Speaking in the European Parliament Committee on Economic and Monetary Affairs (ECON) on May 17, European Commission Vice-President Valdis Dombrovskis reiterated the need for Italy to stick to its fiscal discipline and keep reducing the country’s public debt.
“I don’t comment on the policies of parties or the processes of forming governments, but what I emphasise is that it is important to abide by budget discipline and, especially for Italy, to continue to reduce the deficit and debt because these are risk factors,” Dombrovskis told MEPs. “We are discussing the trajectory of the accounts with the Italian authorities and, in reality, this is also a message for the new government – it is important to stay on track,” by cutting its deficit and debt. “This is an important risk factor and a drag on the economy.”

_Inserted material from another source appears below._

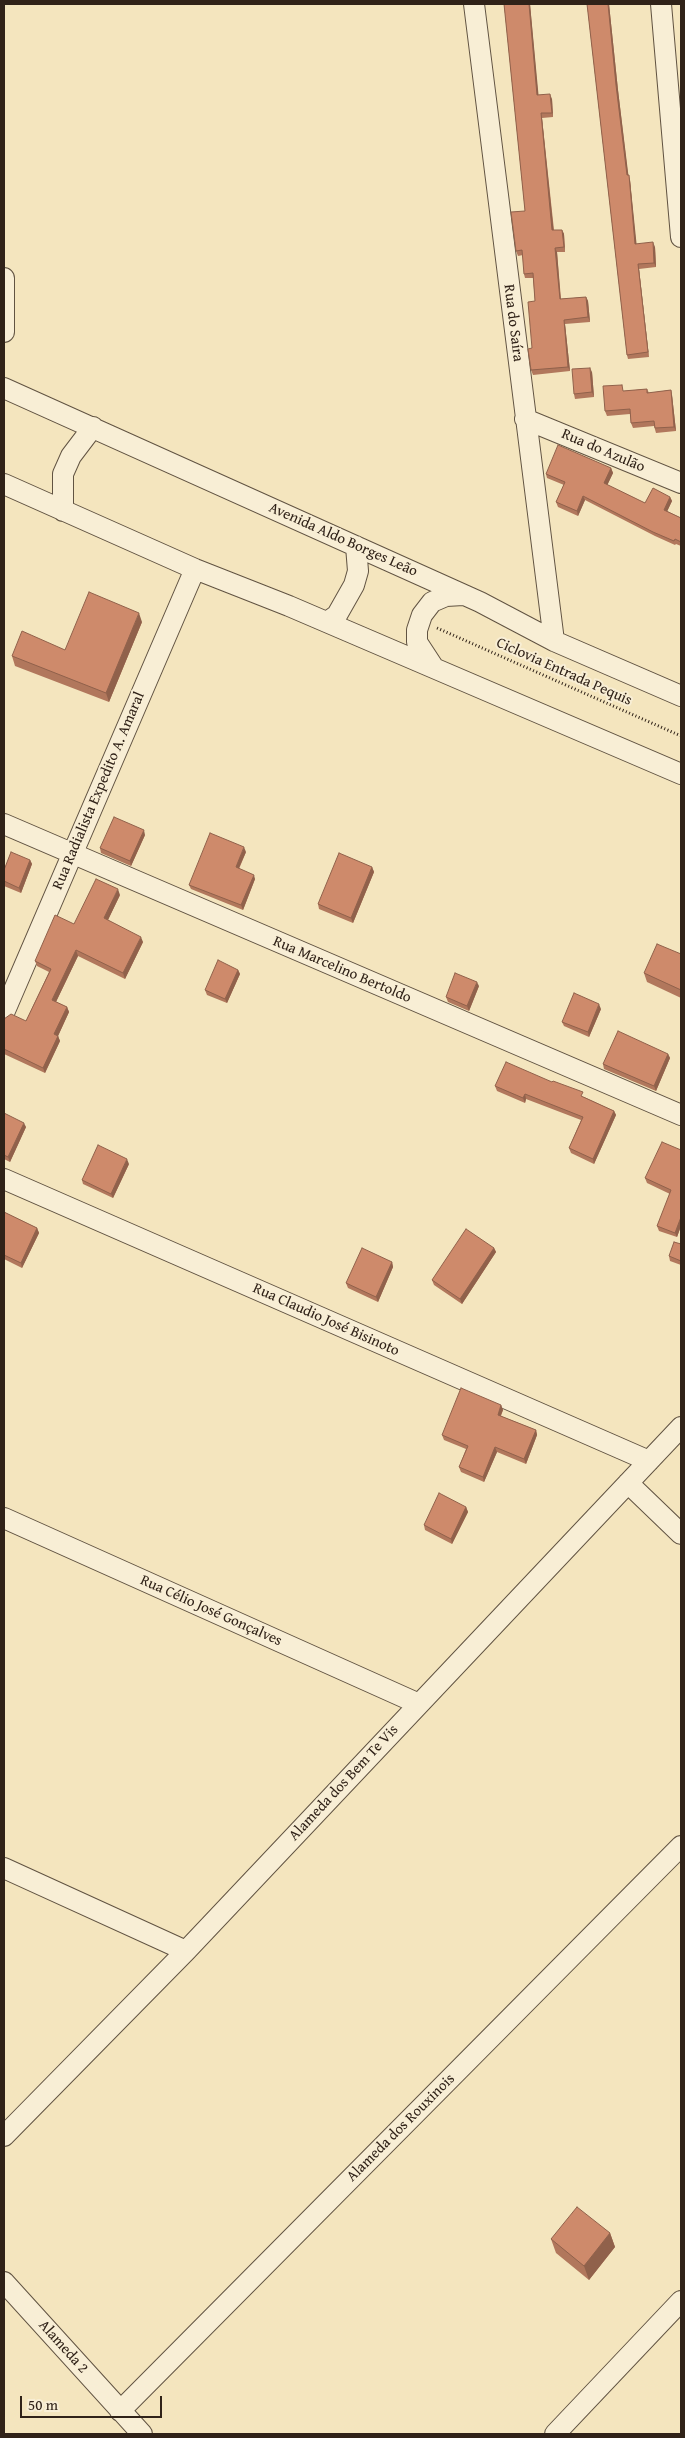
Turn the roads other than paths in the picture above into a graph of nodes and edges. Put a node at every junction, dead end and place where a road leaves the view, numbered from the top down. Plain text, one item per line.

Dombrovskis reiterated that the new Italian government will be expected to fully comply with the EU’s budget rules, “this is our message to the new government. It’s important to stay the course”.
Touching on the issue of Greece, Dombrovskis suggested that reaching a final agreement on Athens’ exit from the European Stability Mechanism is feasible by the next meeting of the Eurogroup as both creditors and the Commission are working on finalising everything within the next month.
This is a critical period for Athens after successfully surpassing fiscal targets last year, but negotiations for the latest evaluation have just begun.
“It’s clear from the commitment by all sides that a successful conclusion of the program is near,” said Dombrovskis, who also noted that certain pre-requisites and other pending issues, including debt measures, remain but the negotiations on debt relief are still a work in progress as it depends on Greece’s adherence to deep reform targets.
The guidelines agreed with the Eurogroup do not include a nominal haircut, but will instead be based on a service arrangement that will be followed for debt. “The Commission is fully committed to this agreement before the end of the program”. With regard to the IMF, he noted that “we are working constructively”, although no funding is yet provided by the IMF during the third programme that is approaching towards its end in August.